State-of-the-art sensors use active electronics to detect and discriminate light^1,2,3, sound^4,5, vibration^6,7 and other signals^8,9. They consume power constantly, even when there is no relevant data to be detected, which limits their lifetime and results in high costs of deployment and maintenance for unattended sensor networks. Here we propose a device concept that fundamentally breaks this paradigm—the sensors remain dormant with near-zero power consumption until awakened by a specific physical signature associated with an event of interest. In particular, we demonstrate infrared digitizing sensors that consist of plasmonically enhanced micromechanical photoswitches (PMPs) that selectively harvest the impinging electromagnetic energy in design-defined spectral bands of interest, and use it to create mechanically a conducting channel between two electrical contacts, without the need for any additional power source.
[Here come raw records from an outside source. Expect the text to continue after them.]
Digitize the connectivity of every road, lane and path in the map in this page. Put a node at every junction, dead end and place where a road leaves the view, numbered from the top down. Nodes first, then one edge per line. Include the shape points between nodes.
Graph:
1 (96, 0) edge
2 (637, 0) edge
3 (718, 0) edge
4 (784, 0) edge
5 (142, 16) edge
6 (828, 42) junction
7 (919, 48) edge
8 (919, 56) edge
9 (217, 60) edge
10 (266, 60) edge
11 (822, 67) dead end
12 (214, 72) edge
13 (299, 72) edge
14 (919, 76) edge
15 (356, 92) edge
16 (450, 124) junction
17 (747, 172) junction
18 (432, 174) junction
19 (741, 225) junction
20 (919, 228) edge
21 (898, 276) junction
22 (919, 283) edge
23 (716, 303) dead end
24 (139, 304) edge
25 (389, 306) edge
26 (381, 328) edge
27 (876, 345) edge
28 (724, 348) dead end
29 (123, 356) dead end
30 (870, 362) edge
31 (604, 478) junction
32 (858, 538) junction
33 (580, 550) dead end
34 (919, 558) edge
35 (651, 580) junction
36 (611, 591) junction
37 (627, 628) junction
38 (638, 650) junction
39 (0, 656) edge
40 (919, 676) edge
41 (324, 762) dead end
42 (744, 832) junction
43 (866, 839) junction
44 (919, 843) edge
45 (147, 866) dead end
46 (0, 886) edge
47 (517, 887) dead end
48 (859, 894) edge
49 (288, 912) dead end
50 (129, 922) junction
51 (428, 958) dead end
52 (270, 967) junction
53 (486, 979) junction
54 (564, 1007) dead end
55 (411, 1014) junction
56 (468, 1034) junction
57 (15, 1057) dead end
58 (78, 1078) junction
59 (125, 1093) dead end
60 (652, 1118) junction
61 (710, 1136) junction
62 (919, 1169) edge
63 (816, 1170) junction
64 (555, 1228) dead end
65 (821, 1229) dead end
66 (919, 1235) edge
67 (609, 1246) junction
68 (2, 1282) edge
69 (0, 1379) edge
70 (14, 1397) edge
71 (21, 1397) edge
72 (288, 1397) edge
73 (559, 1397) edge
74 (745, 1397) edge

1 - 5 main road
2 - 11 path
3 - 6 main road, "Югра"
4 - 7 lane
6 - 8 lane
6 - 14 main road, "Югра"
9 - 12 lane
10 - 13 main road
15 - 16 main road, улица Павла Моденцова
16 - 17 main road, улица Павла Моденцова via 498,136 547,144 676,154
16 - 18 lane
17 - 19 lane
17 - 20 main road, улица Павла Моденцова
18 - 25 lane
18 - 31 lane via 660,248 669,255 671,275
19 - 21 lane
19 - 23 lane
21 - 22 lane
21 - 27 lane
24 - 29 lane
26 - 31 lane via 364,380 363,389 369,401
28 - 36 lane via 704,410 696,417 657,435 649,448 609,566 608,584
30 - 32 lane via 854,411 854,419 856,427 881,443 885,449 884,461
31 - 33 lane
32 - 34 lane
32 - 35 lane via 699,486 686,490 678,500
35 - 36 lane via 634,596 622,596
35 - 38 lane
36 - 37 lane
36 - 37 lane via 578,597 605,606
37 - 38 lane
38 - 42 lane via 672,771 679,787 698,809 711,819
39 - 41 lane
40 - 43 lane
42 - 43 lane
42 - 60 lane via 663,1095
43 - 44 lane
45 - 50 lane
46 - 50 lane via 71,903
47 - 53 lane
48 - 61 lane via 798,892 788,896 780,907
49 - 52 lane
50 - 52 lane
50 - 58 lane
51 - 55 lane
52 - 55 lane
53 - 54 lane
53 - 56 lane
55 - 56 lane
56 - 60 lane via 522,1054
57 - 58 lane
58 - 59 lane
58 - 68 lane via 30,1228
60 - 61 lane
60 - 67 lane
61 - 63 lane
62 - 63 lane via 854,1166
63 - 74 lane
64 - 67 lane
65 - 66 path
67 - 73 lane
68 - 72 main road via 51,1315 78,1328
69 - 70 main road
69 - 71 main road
Our zero-power digitizing sensor prototypes produce a digitized output bit (that is, a large and sharp off-to-on state transition with an on/off conductance ratio >10¹² and subthreshold slope >9 dec nW^–1) when exposed to infrared radiation in a specific narrow spectral band (∼900 nm bandwidth in the mid-infrared) with the intensity above a power threshold of only ∼500 nW, which is not achievable with any existing photoswitch technologies.

最先进的传感器使用有源电子设备来检测和区分光^1,2,3，声音^4,5，振动^6,7和其他信号^8,9。即使没有相关数据要检测，它们也会不断消耗功率，这限制了它们的寿命，并导致无人值守的传感器网络的部署和维护成本很高。在这里，我们提出了一种设备概念，该概念从根本上打破了这种范式-传感器保持休眠状态且功耗几乎为零，直到被与事件相关的特定物理签名唤醒为止。特别是，我们展示了由等离子体增强型微机械光电开关（PMP）组成的红外数字化传感器，该传感器可选择性地收集感兴趣的设计定义的光谱带中的撞击电磁能，并利用它在两个电触点之间机械地创建导电通道，而无需需要任何其他电源。¹²和亚阈值斜率> 12月9日纳瓦^-1）时在特定暴露于红外辐射窄光谱带（〜 900nm的带宽在中红外）与上述只的功率阈值的强度〜 500纳瓦，这是无法实现的与任何现有的光电开关技术。